Chapter IX: Slackers

"Repent! Quit your job!! REPENT!" the photocopied pamphlet declares. A crazy hodgepodge of typefaces, graphics, sidebars, inserts, and boxes, the flyer looks like the back pages of a comic book from the 1950s. "Are you abnormal?" it asks. "THEN YOU ARE PROBABLY BETTER THAN MOST PEOPLE." Something called the Church of the SubGenius seems to be the author, and whoever they are, they would like your money. As far as one can make out, the Church's belief system boils down to this schematic:

The Goal: SLACK
The Method: The Casting Out Of False Prophets
The Weapon: Time Control
The Motto: Fuck Them If They Can't Take A Joke

Satire, hoax, Dada-esque art project, science fiction, and parody religious cult, the Church published its first scripture (this pamphlet) in 1980. It and subsequent pamphlets were a hit on the underground comics circuit and were then expanded into The Book of the SubGenius, published by McGraw Hill in 1983. The Church continues to run its Web site, selling mugs, T-shirts, and ordinations. It is also at the senter of several very active Usenet groups and radio programs, and it sponsors live shows, although, like most slacker events, these are somewhat sparsely attended.

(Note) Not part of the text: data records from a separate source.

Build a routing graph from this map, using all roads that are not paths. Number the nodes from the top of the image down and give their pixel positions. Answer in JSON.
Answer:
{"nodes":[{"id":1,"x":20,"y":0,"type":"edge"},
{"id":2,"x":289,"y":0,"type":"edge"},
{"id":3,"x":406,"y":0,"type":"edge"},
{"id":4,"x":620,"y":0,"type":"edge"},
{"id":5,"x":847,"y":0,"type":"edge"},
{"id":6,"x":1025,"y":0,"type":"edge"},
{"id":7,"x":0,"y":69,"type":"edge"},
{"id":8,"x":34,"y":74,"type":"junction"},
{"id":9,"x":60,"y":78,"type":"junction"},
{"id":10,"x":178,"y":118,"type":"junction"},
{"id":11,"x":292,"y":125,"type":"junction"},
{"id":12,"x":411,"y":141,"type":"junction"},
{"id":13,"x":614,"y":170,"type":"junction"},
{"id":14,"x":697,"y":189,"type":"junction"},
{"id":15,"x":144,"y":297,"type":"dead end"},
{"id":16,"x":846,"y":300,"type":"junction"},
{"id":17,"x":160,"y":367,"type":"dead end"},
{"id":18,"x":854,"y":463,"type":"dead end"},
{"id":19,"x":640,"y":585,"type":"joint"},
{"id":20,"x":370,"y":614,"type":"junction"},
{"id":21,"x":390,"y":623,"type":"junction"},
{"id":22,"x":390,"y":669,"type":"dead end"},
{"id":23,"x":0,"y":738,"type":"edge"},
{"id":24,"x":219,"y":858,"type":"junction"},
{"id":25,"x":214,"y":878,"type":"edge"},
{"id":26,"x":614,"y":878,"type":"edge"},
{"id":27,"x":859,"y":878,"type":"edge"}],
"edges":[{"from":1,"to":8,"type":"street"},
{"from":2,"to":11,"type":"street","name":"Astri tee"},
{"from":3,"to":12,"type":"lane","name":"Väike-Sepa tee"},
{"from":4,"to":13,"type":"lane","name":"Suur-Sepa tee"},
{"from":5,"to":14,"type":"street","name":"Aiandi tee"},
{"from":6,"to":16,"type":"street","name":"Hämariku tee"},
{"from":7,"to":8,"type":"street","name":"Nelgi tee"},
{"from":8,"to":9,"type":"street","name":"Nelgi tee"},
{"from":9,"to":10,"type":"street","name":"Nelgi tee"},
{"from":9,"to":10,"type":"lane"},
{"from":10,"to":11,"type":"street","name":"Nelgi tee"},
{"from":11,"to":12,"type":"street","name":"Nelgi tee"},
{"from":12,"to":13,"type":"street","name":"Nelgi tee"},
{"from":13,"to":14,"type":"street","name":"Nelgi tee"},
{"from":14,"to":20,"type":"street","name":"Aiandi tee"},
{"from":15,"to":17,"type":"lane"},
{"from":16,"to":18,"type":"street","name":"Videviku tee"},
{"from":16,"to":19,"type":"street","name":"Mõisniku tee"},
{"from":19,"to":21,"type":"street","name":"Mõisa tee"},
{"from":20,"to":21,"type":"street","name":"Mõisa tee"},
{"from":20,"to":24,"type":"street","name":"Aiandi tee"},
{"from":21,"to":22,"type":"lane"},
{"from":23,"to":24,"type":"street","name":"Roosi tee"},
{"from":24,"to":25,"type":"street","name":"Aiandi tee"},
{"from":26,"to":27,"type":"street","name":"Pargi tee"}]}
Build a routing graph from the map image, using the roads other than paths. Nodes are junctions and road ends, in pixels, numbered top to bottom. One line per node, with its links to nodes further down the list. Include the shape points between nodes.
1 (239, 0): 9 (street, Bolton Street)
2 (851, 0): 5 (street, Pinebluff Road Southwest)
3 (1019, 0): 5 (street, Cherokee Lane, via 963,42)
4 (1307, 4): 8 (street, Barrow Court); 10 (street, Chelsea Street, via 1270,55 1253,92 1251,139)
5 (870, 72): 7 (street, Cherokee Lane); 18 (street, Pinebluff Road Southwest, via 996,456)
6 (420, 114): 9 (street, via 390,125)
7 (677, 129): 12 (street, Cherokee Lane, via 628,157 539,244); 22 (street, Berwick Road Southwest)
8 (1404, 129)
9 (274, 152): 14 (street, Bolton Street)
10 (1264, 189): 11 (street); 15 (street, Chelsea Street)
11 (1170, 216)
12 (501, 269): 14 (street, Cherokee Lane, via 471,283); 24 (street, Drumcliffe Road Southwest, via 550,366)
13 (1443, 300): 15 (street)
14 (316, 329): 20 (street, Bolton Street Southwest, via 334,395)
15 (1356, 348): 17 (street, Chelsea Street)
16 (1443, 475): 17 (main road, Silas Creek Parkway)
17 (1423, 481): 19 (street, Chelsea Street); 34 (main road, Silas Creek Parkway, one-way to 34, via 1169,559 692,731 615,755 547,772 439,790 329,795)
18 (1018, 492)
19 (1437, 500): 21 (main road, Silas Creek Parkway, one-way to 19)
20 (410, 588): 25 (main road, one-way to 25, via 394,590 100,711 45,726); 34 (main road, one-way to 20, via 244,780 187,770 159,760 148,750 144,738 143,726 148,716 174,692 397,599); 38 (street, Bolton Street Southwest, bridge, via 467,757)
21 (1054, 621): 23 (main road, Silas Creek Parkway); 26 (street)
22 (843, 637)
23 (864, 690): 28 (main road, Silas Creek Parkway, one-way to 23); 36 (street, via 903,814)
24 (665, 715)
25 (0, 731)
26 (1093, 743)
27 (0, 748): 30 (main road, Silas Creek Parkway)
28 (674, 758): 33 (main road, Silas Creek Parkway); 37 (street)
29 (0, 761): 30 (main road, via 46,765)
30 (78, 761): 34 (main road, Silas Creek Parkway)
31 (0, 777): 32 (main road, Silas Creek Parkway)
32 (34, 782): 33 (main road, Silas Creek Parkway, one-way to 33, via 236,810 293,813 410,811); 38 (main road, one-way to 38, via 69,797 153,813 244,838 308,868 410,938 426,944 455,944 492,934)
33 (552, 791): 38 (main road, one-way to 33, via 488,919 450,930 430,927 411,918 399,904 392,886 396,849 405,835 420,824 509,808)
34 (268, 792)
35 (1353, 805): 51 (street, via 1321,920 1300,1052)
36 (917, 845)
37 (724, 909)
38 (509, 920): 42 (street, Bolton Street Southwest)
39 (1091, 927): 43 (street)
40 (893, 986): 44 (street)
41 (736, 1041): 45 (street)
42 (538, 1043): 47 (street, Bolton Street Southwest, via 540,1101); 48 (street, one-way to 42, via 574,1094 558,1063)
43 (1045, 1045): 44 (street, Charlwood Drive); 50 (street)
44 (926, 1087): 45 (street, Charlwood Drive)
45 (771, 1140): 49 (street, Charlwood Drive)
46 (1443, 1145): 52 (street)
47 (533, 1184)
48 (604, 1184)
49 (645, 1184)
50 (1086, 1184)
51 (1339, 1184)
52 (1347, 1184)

Slack, the The Book of the SubGenius declares, is both the natural state of human beings and the highest attainable state of enlightenment, like nirvana. "For Slack comprises the Universe. It is the Logos, the Tao, the Wor, the Ain Soph of the Qabbala." Mere physical slack, the scripture warns, can be dangerous, leading to impotence. True slack, on the contrary, "somehow manages to be a great Motive without slapping the sleed-limit of Death on the Road.: It is "a surge of gumption, an explosion of the 'self' -- not obliterating it, but bloating it." Very much like the eighteenth-century lounger, then, the SubGenius is someone who is both completely absolved of worldly success, ironically aloof from all bourgeois desires, and clearly protesting too much his own superiority. And taking the lounger's wink one step further, the SubGenius announces his own auto-befuddlement through the scripture's self-help slogans. "Relax in the safety of your own delusions," the scriptures exhort. "Pull the wool over your own eyes." The fact that the pose has a commercial motive is alluded to regularly as well: a graphic, for instance, shows a left-wing ranter and a right-wing ranter havng their wallets plucked simultaneously by a SubGenius. "There's a whole market, a type of person there's no word for. I want 'SubGenius' to be that word," says "Bob," the Church's deity. Elsewhere he says, "I don't practice what I preach because I'm not the kind of person I'm preaching to." Perhaps more than any other proponent of slackerism before or since, the Church of the SubGenius recognizes its own complicity in suspect commerce -- recognizes and admits, winking all the while, that it is, in fact, primarily selling a fantasy, and one that it doesn't itself believe.